Collected data entries

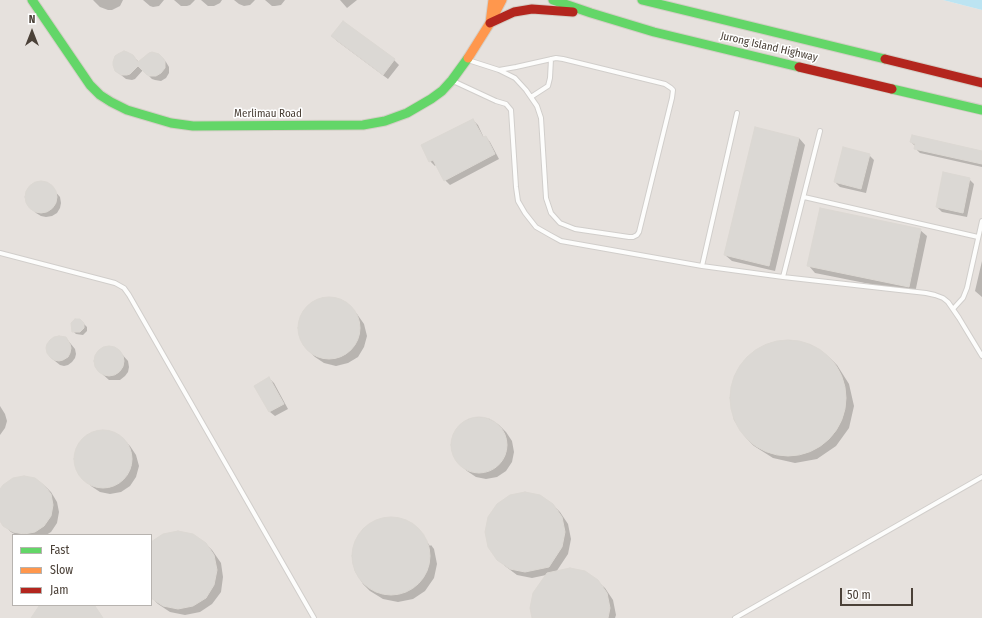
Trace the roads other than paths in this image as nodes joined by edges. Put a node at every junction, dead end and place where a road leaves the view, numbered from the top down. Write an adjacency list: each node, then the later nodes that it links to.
1 (32, 0): 12 (main road, Merlimau Road)
2 (493, 0): 8 (main road)
3 (502, 0): 8 (main road, Merlimau Road)
4 (552, 0): 6 (main road, Jurong Island Highway)
5 (642, 0): 13 (main road, Jurong Island Highway)
6 (568, 3): 7 (main road, Jurong Island Highway)
7 (591, 13): 8 (main road); 15 (main road, Jurong Island Highway)
8 (490, 23): 10 (main road, Merlimau Road)
9 (551, 59): 11 (lane); 14 (lane); 14 (lane)
10 (467, 60): 11 (lane); 12 (main road, Merlimau Road)
11 (499, 70): 14 (lane)
12 (452, 80): 22 (lane)
13 (982, 83)
14 (531, 97)
15 (982, 110)
16 (737, 113): 22 (lane)
17 (820, 131): 18 (lane)
18 (804, 197): 20 (lane); 23 (lane)
19 (982, 221): 20 (lane)
20 (978, 237): 24 (lane)
21 (0, 253): 27 (lane)
22 (702, 266): 23 (lane)
23 (783, 277): 24 (lane)
24 (954, 308): 25 (lane)
25 (982, 356)
26 (982, 477): 28 (lane)
27 (314, 618)
28 (735, 618)

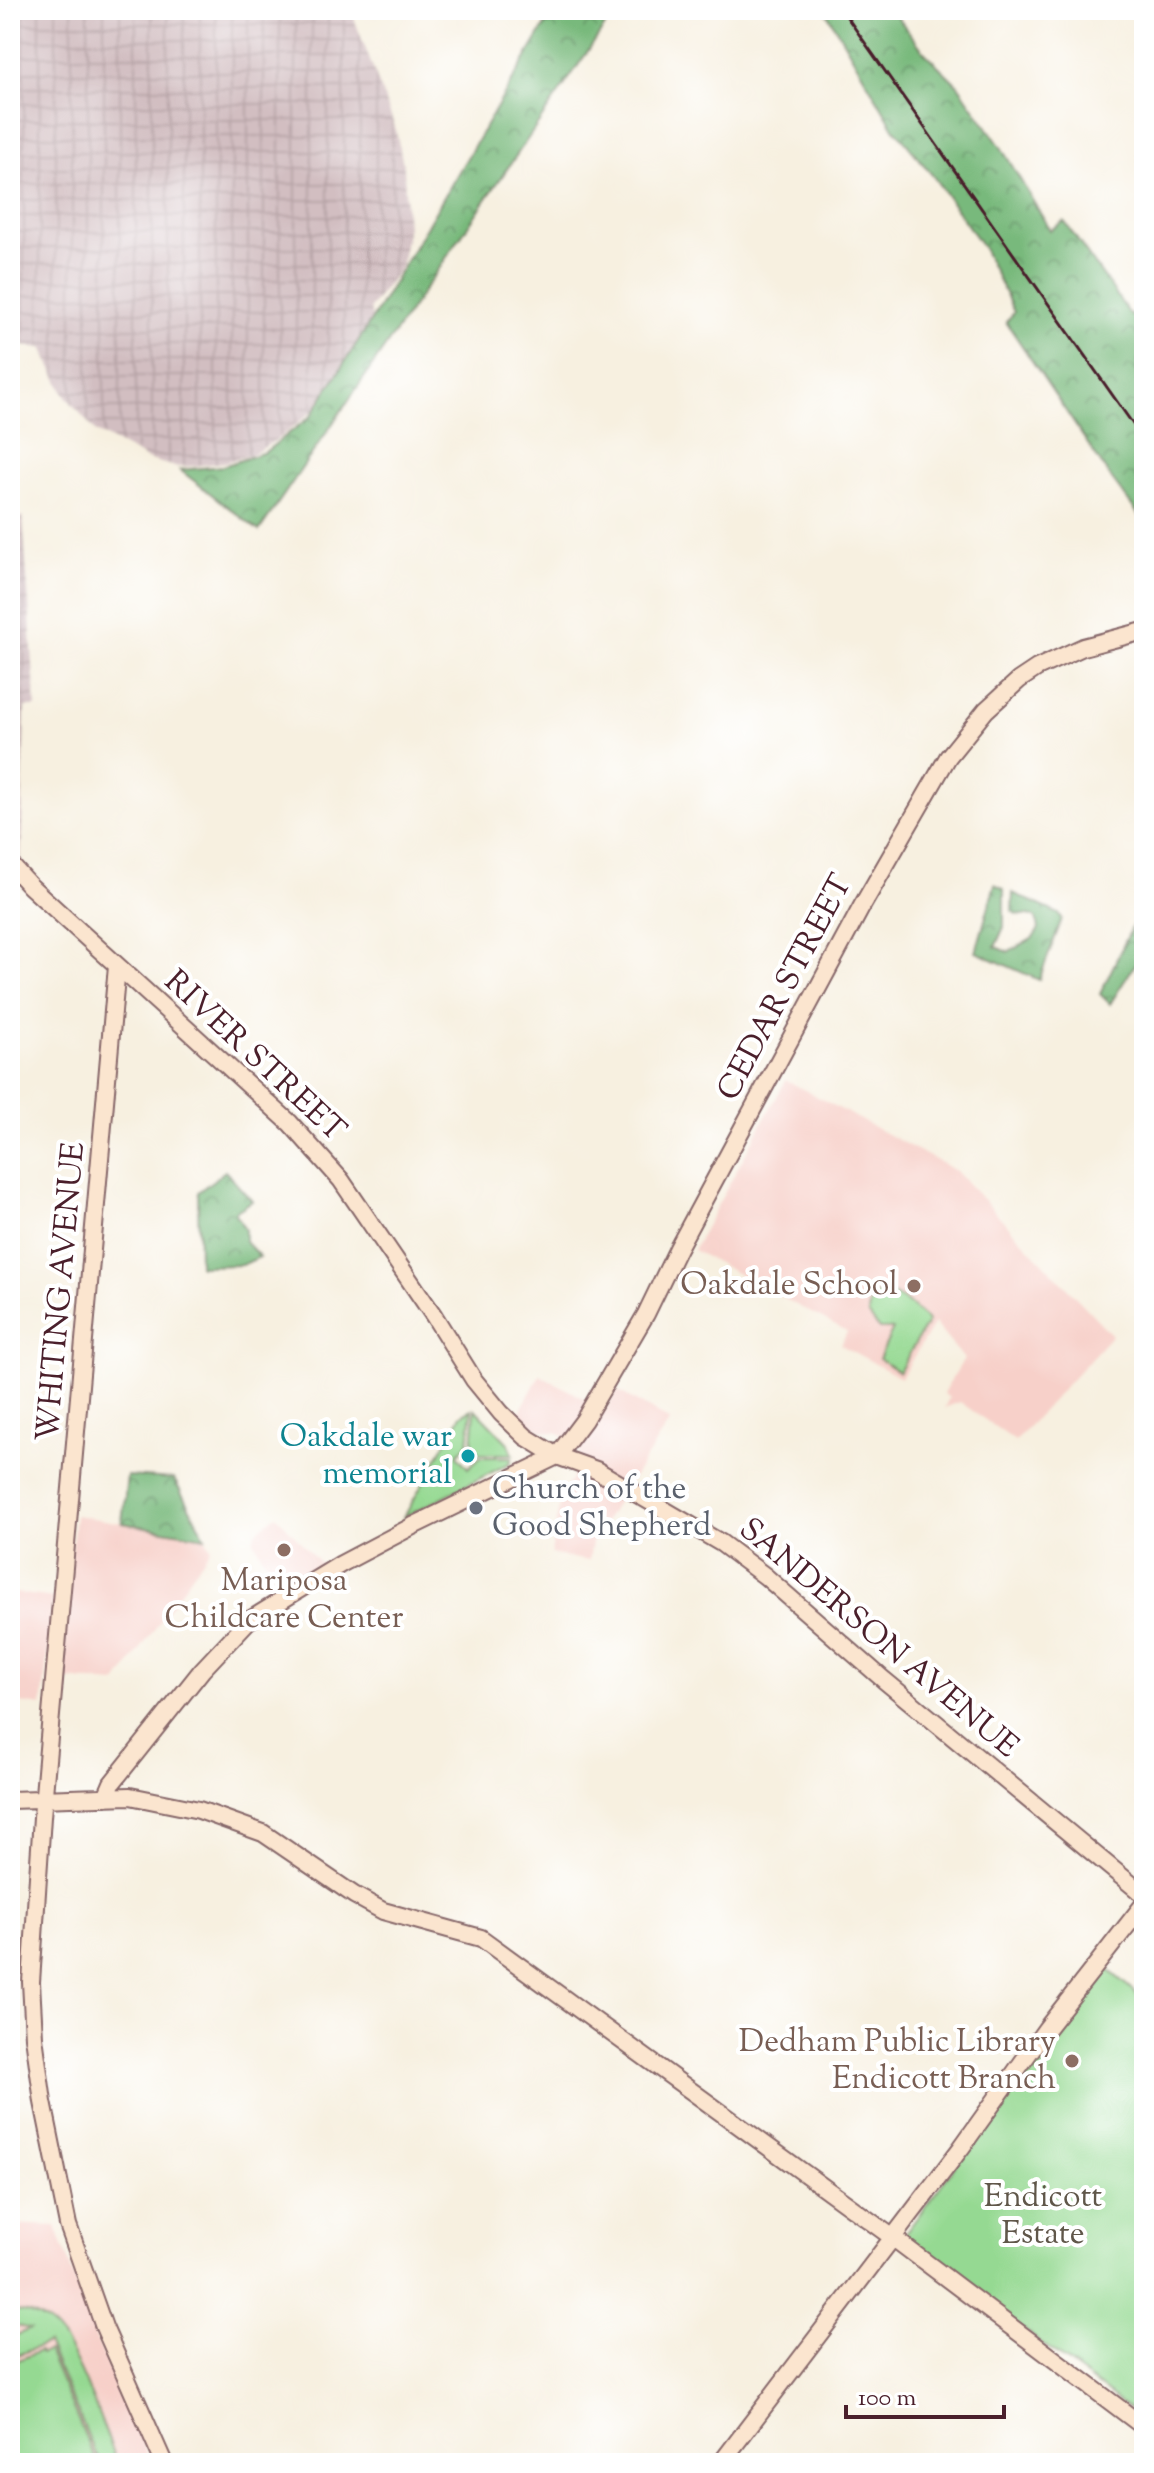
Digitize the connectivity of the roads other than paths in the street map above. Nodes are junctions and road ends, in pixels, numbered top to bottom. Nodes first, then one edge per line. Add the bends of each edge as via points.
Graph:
1 (1144, 631) edge
2 (10, 864) edge
3 (117, 966) junction
4 (557, 1456) junction
5 (106, 1797) junction
6 (44, 1799) junction
7 (10, 1800) edge
8 (1144, 1895) edge
9 (1144, 1904) edge
10 (892, 2237) junction
11 (1144, 2427) edge
12 (164, 2463) edge
13 (721, 2463) edge

1 - 4 street, CEDAR STREET via 1083,647 1037,668 986,710 948,757 862,906 646,1314
2 - 3 street, RIVER STREET
3 - 4 street, RIVER STREET via 319,1153 474,1380 526,1437
3 - 6 street, WHITING AVENUE
4 - 5 street via 385,1540 248,1621 193,1681
4 - 8 street, SANDERSON AVENUE via 596,1470 721,1543
5 - 6 street
5 - 10 street via 162,1801 230,1820 275,1840 383,1911 481,1938
6 - 7 street
6 - 12 street, WHITING AVENUE via 31,1982 43,2102 80,2264
9 - 10 street
10 - 11 street
10 - 13 street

▸ Requirement: Exactly as written, copy the lines from the one containing "Digitize the connectivity" to the end of the entries, both ends included.

▸ Problem solution:
Digitize the connectivity of the roads other than paths in the street map above. Nodes are junctions and road ends, in pixels, numbered top to bottom. Nodes first, then one edge per line. Add the bends of each edge as via points.
Graph:
1 (1144, 631) edge
2 (10, 864) edge
3 (117, 966) junction
4 (557, 1456) junction
5 (106, 1797) junction
6 (44, 1799) junction
7 (10, 1800) edge
8 (1144, 1895) edge
9 (1144, 1904) edge
10 (892, 2237) junction
11 (1144, 2427) edge
12 (164, 2463) edge
13 (721, 2463) edge

1 - 4 street, CEDAR STREET via 1083,647 1037,668 986,710 948,757 862,906 646,1314
2 - 3 street, RIVER STREET
3 - 4 street, RIVER STREET via 319,1153 474,1380 526,1437
3 - 6 street, WHITING AVENUE
4 - 5 street via 385,1540 248,1621 193,1681
4 - 8 street, SANDERSON AVENUE via 596,1470 721,1543
5 - 6 street
5 - 10 street via 162,1801 230,1820 275,1840 383,1911 481,1938
6 - 7 street
6 - 12 street, WHITING AVENUE via 31,1982 43,2102 80,2264
9 - 10 street
10 - 11 street
10 - 13 street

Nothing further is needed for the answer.